Over-supporting is a nice way of saying cheating

 This helpfully drawn graph by  David Weston on today’s blog post at the Teacher Development Trust has helped visualise a problem that has been growing in my mind for at least ten years. I referred to it obliquely in a previous post entitled “Moral Purpose” when I mentioned the notion of Game Theory in assessments. Game Theory is one of those things that I haven’t really understood until now, but a really helpful post from maths teacher Owen Elton this morning has helped me understand it better, and in particular how it applies to the particular situation in the English education system.

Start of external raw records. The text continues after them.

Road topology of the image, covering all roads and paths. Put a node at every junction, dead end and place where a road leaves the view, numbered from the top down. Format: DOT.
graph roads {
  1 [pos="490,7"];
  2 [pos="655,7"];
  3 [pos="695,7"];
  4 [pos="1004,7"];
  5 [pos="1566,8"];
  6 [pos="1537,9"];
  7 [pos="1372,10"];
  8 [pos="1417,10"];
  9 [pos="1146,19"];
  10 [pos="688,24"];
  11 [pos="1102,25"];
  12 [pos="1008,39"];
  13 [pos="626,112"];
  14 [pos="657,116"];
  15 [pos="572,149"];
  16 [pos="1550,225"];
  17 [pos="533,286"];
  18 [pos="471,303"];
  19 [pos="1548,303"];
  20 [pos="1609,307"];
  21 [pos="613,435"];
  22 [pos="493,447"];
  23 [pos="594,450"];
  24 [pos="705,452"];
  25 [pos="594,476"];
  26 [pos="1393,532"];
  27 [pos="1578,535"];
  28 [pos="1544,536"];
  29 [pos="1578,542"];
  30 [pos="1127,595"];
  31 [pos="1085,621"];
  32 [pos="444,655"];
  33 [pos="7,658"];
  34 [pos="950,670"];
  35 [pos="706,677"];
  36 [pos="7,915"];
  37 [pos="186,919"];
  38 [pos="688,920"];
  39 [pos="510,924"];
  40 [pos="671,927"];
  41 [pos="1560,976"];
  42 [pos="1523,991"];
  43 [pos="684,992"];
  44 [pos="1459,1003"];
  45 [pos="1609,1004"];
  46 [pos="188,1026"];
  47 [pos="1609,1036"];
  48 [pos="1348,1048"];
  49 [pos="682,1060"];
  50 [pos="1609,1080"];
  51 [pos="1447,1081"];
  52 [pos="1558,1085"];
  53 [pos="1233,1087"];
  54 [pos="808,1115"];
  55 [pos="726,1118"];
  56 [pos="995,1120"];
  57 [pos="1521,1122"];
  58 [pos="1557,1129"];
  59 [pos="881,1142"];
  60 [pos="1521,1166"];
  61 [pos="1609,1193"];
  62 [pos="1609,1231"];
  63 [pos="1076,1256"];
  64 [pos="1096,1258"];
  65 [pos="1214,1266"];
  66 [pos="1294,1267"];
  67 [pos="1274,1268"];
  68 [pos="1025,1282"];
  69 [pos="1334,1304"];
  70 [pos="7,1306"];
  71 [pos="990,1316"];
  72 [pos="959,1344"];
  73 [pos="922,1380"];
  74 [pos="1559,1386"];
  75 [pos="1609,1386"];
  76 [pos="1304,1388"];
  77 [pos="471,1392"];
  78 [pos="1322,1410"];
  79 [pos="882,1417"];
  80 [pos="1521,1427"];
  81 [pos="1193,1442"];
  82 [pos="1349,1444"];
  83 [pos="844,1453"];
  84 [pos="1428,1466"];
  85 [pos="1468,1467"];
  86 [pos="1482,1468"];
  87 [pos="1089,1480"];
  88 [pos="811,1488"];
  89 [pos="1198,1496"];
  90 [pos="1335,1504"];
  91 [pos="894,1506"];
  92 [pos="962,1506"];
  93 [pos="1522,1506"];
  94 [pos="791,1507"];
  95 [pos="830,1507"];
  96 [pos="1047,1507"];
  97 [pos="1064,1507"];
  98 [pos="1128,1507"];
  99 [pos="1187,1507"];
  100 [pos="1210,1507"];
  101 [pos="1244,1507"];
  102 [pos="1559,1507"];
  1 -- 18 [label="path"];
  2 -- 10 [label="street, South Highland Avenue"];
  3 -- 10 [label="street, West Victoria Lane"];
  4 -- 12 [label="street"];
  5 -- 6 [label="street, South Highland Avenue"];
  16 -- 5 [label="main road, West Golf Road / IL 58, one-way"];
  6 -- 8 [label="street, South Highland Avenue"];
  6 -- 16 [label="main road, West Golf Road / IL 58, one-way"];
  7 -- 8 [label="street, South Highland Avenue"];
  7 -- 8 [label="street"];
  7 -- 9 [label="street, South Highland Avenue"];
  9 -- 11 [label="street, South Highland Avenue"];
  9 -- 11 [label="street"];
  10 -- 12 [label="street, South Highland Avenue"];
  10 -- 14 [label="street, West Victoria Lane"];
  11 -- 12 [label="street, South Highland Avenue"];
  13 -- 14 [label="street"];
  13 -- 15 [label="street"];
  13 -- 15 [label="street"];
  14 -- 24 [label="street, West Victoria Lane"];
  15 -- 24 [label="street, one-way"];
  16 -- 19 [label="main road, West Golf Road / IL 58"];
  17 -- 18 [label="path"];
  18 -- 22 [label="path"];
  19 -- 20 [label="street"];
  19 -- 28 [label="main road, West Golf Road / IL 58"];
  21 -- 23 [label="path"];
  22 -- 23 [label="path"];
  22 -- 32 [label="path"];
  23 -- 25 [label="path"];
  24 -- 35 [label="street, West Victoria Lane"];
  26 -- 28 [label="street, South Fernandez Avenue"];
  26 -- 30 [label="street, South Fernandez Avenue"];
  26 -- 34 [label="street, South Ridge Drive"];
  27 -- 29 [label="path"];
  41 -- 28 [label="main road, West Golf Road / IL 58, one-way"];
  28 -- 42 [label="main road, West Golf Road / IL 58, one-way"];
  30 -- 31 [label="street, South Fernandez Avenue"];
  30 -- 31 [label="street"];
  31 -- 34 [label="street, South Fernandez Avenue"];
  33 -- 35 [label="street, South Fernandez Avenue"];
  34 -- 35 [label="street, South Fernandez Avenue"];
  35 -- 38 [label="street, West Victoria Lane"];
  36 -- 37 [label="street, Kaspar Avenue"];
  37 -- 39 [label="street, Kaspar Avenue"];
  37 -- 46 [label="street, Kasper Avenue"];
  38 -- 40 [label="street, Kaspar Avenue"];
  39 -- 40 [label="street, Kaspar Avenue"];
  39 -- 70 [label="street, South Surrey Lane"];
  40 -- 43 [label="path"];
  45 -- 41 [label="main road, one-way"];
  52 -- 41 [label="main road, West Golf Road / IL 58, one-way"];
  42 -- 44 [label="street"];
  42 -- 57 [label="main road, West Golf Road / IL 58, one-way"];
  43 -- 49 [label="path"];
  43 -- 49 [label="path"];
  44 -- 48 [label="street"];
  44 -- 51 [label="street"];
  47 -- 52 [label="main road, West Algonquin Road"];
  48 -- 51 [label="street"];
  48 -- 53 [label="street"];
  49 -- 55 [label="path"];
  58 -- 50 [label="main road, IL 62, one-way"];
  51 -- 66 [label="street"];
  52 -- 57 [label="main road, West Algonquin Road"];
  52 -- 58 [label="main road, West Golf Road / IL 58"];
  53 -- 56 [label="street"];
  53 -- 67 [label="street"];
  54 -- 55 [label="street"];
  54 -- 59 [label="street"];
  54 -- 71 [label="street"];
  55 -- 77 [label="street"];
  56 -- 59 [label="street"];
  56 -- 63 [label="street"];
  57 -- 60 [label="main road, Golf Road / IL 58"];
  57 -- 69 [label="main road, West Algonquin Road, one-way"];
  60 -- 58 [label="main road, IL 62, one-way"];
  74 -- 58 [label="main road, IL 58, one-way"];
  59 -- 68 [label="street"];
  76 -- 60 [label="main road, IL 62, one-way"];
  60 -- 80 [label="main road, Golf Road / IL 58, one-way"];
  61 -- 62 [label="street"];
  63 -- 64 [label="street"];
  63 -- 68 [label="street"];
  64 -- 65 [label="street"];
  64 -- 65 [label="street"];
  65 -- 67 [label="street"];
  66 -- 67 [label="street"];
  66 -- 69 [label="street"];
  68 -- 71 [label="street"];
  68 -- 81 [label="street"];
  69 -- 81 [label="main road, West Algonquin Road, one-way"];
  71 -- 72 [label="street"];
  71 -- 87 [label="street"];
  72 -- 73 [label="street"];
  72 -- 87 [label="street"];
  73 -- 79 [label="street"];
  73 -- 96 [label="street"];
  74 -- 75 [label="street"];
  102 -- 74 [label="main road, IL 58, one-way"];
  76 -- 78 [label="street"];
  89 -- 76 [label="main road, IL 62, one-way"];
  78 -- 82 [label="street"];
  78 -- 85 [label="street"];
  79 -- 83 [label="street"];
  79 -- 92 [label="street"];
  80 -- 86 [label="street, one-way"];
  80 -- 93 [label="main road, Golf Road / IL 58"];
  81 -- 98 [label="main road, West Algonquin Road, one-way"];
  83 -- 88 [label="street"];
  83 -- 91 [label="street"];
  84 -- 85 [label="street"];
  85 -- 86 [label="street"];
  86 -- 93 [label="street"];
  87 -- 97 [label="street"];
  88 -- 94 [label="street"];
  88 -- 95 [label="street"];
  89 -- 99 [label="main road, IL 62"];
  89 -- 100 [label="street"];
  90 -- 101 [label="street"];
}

It started in a Year 6 class I had a decade or so ago. I’d been in the school in a deprived part of Birmingham for a couple of years and we had had a new headteacher that year. The head, who hadn’t shown much interest in my class for most of the year, took a sudden and very intense interest in the class during SATs week, including offering to help read the questions to the children in the maths SATs papers – as everyone knows, maths is not a test of reading and children who can’t read so well shouldn’t be disadvantaged in their maths just because odd their poor reading skills. So in that first test, I saw the headteacher position himself next to a girl who was very border line between level 3 and 4. He read the questions, yes, but then went on to talk her through the steps to solving the problem. He didn’t actually tell her the answer. Then in the next test, which was a mental mathematics test read by a lady on a cassette tape (a voice that all teachers in England will know very well), he stopped the tape. After the first 5 questions the children were allowed some ‘extra thinking time’ – and likewise after the next 10 questions.

I felt really uncomfortable about what had happened, so the next day, before schools started and before the final test of the week I went to the headteacher to express my discomfort. “Did we go to far?” he asked, smiling. I felt that we had and we agreed not to support the children so much. Relieved, I went away to prepare my children for the final test of their SATs week. And after it, I remember he called back into his office, I thought to ask me how I thought the week had gone. But no, he told me that he had seen me playing too roughly with the Year 6 boys at playtime during football. I should be careful not to do that he asserted. I knew what he was saying – don’t grass me up and I won’t grass you up.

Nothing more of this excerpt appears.